For decades, Saudi authorities ignored irregularities such as foreigners working for firms that had not sponsored their visas or in trades other than those listed on their immigration documents.

That spurred a black market in which foreigners overstayed visas, set up illegal businesses or took low-paid jobs in areas where authorities wanted Saudi workers hired on higher salaries – thwarting implementation of wide-ranging labour reforms that penalise companies for hiring more foreigners than locals.

In March the labour and interior ministries began raiding offices and markets before declaring an amnesty in April to enable foreigners to correct their visas without being fined.
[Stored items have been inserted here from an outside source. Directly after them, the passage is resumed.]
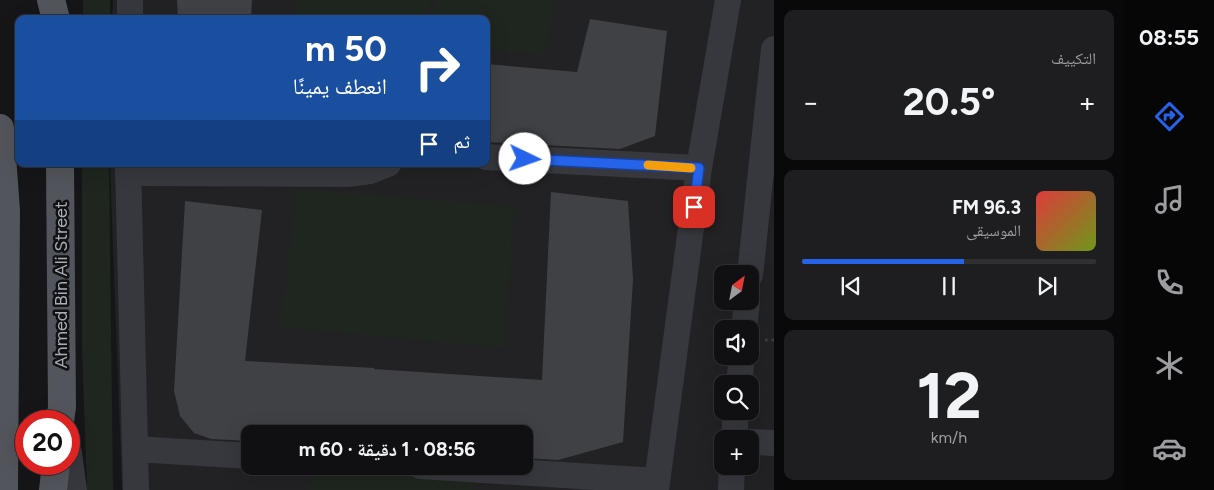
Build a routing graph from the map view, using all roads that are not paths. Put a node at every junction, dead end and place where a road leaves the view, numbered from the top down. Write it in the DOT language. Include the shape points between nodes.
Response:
graph roads {
  1 [pos="51,0"];
  2 [pos="61,0"];
  3 [pos="130,0"];
  4 [pos="728,0"];
  5 [pos="55,15"];
  6 [pos="60,15"];
  7 [pos="130,15"];
  8 [pos="774,49"];
  9 [pos="0,128"];
  10 [pos="490,157"];
  11 [pos="60,167"];
  12 [pos="380,167"];
  13 [pos="699,168"];
  14 [pos="128,169"];
  15 [pos="751,265"];
  16 [pos="62,410"];
  17 [pos="2,420"];
  18 [pos="759,442"];
  19 [pos="774,443"];
  20 [pos="135,449"];
  21 [pos="241,455"];
  22 [pos="55,475"];
  23 [pos="72,475"];
  24 [pos="532,475"];
  25 [pos="732,475"];
  26 [pos="656,485"];
  27 [pos="4,490"];
  28 [pos="53,490"];
  29 [pos="74,490"];
  30 [pos="136,490"];
  31 [pos="731,490"];
  1 -- 5 [label="main road"];
  2 -- 6 [label="main road"];
  3 -- 7 [label="street"];
  4 -- 13 [label="street"];
  8 -- 15 [label="street"];
  9 -- 17 [label="main road" via="6,210"];
  10 -- 13 [label="street"];
  11 -- 16 [label="main road, Ahmed Bin Ali Street"];
  12 -- 14 [label="street" via="347,174"];
  13 -- 26 [label="street"];
  14 -- 20 [label="street"];
  17 -- 27 [label="main road"];
  18 -- 19 [label="street"];
  20 -- 21 [label="street"];
  20 -- 30 [label="street"];
  22 -- 28 [label="main road"];
  23 -- 29 [label="street"];
  24 -- 26 [label="street"];
  25 -- 31 [label="street"];
}
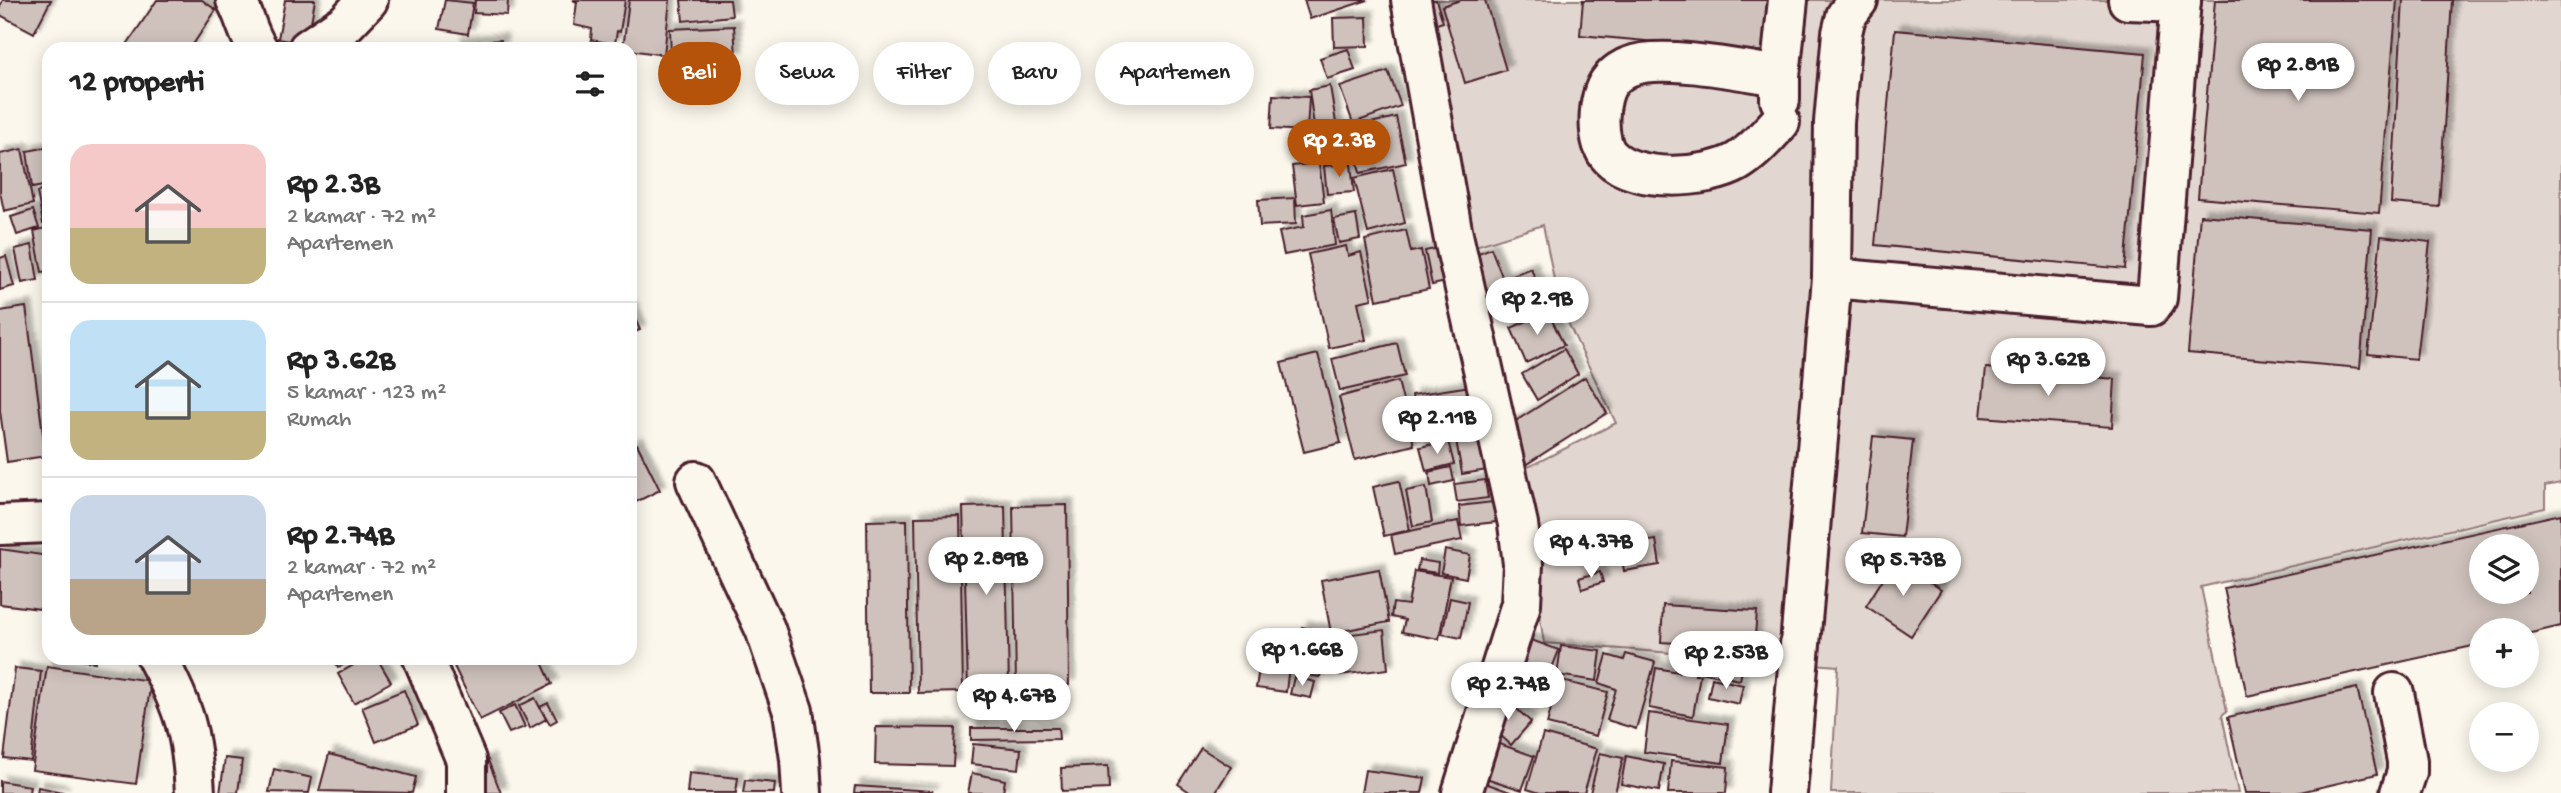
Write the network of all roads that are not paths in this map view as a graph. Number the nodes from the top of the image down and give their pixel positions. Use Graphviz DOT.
graph roads {
  1 [pos="236,0"];
  2 [pos="368,0"];
  3 [pos="1411,0"];
  4 [pos="1788,0"];
  5 [pos="1858,0"];
  6 [pos="2129,0"];
  7 [pos="2181,1"];
  8 [pos="254,42"];
  9 [pos="318,42"];
  10 [pos="1780,76"];
  11 [pos="1780,122"];
  12 [pos="1834,122"];
  13 [pos="1832,278"];
  14 [pos="696,481"];
  15 [pos="42,523"];
  16 [pos="0,524"];
  17 [pos="161,665"];
  18 [pos="426,665"];
  19 [pos="2394,692"];
  20 [pos="195,793"];
  21 [pos="466,793"];
  22 [pos="802,793"];
  23 [pos="1462,793"];
  24 [pos="1787,793"];
  25 [pos="2400,793"];
  1 -- 8 [label="street"];
  2 -- 9 [label="street"];
  3 -- 23 [label="street"];
  4 -- 10 [label="street"];
  5 -- 12 [label="street"];
  6 -- 7 [label="street"];
  7 -- 13 [label="street"];
  10 -- 11 [label="street"];
  10 -- 11 [label="street"];
  11 -- 12 [label="street"];
  12 -- 13 [label="street"];
  13 -- 24 [label="street"];
  14 -- 22 [label="street"];
  15 -- 16 [label="street"];
  17 -- 20 [label="street"];
  18 -- 21 [label="street"];
  19 -- 25 [label="street"];
}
Before the amnesty expired on Monday, the government issued repeated warnings for foreigners to correct their status or face punishments including prison, fines and deportation.

Companies employing expatriates without proper visas will also be fined, as will people or firms that charge expatriates a fee to sponsor their visa.

“We want foreigners to remain in the kingdom lawfully,” said the deputy labour minister Mufrej Al Haqbani in remarks quoted by Arab News, a local English-language daily.

A long queue stretched down the road outside one visa office as Arab and South Asian foreign workers tried to leave without paying fines for overstaying. Some carried personal possessions in hopes of leaving immediately.

A group of 30 Filipino workers who returned home on Monday alleged that they were abused in the process of leaving.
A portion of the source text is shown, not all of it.